I got lost in the scrolling. Thumps and screeches came from the lobby as the cleaning crew worked as quickly as possible to cover up what had happened there.
When things grew quiet, I glanced at the clock and realized that it was past five.
I needed to go home, as unappealing as that sounded.
At least the body parts that showed up at work were made of plastic.
I was gathering the will to stand when I heard a murmur of voices coming from down the hall.
The sound startled me, as I’d assumed I was alone.
As quietly as I could, I opened my office door and tiptoed toward the voices.
I’d been trained in such movement when, as a child, I crept out of my room in order to watch my parents woo the women before they murdered them.
It was impossible to predict exactly what skills would come in handy in adulthood.
As I made my way toward Serena’s office, it became clear that the speakers were Nicole and Serena. How long had Nicole been there? I’d assumed that she’d gone home like everyone else.
“There’s something wrong with her,” Nicole said. “I know you don’t want to see it, but she’s messed up.”
I hated that I assumed that I was the “she” in question. It was a luxury to hear such things and assume they were about someone else. My assumption was confirmed as Nicole continued to talk.
“I saw online that her fiancé is missing. Did you know that?” Nicole asked.
Oh no. She knew.
“Noah? He’s missing?”
“Yes. He’s been gone a week, and she hasn’t mentioned anything to us. Don’t you think that’s weird?”
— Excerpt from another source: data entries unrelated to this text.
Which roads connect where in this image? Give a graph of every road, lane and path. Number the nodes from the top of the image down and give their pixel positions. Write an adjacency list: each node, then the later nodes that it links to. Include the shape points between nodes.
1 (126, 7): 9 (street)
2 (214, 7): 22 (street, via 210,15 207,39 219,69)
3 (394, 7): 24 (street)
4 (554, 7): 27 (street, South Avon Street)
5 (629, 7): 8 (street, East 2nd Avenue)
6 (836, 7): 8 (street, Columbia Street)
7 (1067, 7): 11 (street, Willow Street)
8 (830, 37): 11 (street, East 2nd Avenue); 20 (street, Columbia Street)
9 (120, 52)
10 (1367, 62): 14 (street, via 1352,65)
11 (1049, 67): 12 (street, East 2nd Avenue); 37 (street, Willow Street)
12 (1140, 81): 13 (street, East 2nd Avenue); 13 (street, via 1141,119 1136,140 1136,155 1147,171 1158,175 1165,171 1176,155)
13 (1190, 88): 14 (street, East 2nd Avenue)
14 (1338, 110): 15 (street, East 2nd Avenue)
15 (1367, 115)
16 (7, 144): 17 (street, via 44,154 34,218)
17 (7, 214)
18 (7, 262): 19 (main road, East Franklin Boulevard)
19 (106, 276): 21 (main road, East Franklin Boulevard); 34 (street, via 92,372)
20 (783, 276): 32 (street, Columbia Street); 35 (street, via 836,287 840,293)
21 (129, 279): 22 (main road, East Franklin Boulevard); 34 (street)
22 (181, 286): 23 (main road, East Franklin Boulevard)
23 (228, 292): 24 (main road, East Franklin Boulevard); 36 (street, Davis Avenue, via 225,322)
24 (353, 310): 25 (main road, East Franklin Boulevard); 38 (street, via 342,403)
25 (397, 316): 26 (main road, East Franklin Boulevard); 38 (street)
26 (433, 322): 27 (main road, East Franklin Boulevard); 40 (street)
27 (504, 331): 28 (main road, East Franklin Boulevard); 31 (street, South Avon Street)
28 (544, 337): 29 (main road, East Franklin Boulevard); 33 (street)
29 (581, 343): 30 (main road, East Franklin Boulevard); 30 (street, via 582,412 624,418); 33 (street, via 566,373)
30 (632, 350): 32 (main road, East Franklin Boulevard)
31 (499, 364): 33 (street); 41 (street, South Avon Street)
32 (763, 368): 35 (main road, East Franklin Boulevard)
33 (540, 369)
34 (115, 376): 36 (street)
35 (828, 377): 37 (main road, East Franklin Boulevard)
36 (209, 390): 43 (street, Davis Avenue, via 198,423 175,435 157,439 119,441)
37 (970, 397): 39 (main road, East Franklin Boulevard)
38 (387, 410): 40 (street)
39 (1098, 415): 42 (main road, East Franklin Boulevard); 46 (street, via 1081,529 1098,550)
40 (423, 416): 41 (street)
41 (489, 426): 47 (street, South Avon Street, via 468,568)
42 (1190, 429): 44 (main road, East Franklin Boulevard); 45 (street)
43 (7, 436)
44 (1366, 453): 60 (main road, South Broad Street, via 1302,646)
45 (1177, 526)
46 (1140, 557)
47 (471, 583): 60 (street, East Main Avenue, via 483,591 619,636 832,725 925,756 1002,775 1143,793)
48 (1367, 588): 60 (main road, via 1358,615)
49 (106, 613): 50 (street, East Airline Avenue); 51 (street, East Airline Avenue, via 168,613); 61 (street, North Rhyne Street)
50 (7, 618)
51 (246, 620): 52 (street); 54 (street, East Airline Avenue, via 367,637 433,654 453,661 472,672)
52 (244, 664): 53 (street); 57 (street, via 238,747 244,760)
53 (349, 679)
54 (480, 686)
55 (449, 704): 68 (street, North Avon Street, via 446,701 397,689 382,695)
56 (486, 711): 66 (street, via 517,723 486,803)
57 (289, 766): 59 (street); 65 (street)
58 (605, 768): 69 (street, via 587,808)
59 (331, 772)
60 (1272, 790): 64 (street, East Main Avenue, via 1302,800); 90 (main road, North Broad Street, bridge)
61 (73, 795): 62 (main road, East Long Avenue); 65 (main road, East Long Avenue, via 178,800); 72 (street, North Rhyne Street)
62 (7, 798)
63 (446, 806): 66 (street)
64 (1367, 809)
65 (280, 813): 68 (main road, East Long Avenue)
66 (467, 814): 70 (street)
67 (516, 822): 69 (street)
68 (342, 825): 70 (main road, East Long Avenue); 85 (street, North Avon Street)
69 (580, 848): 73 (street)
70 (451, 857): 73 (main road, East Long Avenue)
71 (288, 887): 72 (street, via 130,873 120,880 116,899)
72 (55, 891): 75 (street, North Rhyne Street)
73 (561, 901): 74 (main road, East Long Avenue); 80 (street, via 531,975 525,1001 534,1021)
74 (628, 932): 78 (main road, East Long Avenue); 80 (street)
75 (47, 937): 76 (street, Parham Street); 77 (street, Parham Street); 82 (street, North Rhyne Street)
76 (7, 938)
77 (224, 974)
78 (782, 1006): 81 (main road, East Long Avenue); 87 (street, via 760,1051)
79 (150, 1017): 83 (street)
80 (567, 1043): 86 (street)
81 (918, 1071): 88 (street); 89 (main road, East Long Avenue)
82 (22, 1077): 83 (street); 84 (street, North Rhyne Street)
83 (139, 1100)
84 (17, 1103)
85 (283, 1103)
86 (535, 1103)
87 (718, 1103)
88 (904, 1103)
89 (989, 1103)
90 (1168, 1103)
“Alexandra has always been an extremely private person, as is her right,” Serena replied.
“But what if she did something to him? Or what if one of her clients did? Did you know that I saw her with one in public the other day? They were drinking coffee. It could’ve been a date.
She’s dangerous. You can’t seriously be considering her as the next director.
You need to take care of this situation before it’s too late. ”
Serena was silent a long time. I wished I could see her face. I wanted to turn into air itself so that I could inhabit the room completely.
“Those are very serious accusations that you’re making, Nicole.
I’m going to be generous and ignore your suggestion that Alexandra might have hurt her fiancé in some way.
Regarding the director position, I haven’t made any decisions yet.
Things are still in flux at the moment. I will let you know when I have more information.
In the meantime, I expect you to be respectful to all the matchmakers at Better Love. ”
Nicole let out a huff of air so loud that I could hear it from the hallway. I crept back to my office before either she or Serena noticed me.
In some ways, Nicole’s attempt to point the finger in my direction made sense.
Nicole was a mean girl in high school. Just because she hadn’t gone to my high school didn’t mean that she couldn’t sense the things that I’d hidden inside myself.
That was a mean girl’s power. No matter how a person dressed, who they were engaged to, or what they did, a mean girl could sense nonconformity.
She’d seen it in me the first time that we met.
I’d dismissed it because I’d believed that she didn’t have the power to hurt me.
I had bigger things to worry about, a wedding to plan.
I’d been so stupid. Not only was she trying to get me fired, my position eliminated, but she was trying to implicate me in Noah’s disappearance.
A quick thought: Could it have been her?
No. She wouldn’t get her hands dirty like that.
She didn’t need to. My life was filthy enough on its own.
I desperately wanted to talk to Rebecca.
It had been so nice to let someone into my world, if only a small part of it.
If I was the earth, I’d allowed her to land on the moon.
However, I couldn’t tell her everything, because her father had been murdered and my parents were murderers .
That would be like befriending Bambi and admitting to him that my parents liked to go deer hunting for fun.
There was only one person I could talk to, and coincidentally, that one person was my number one suspect. I picked up my phone and started to dial.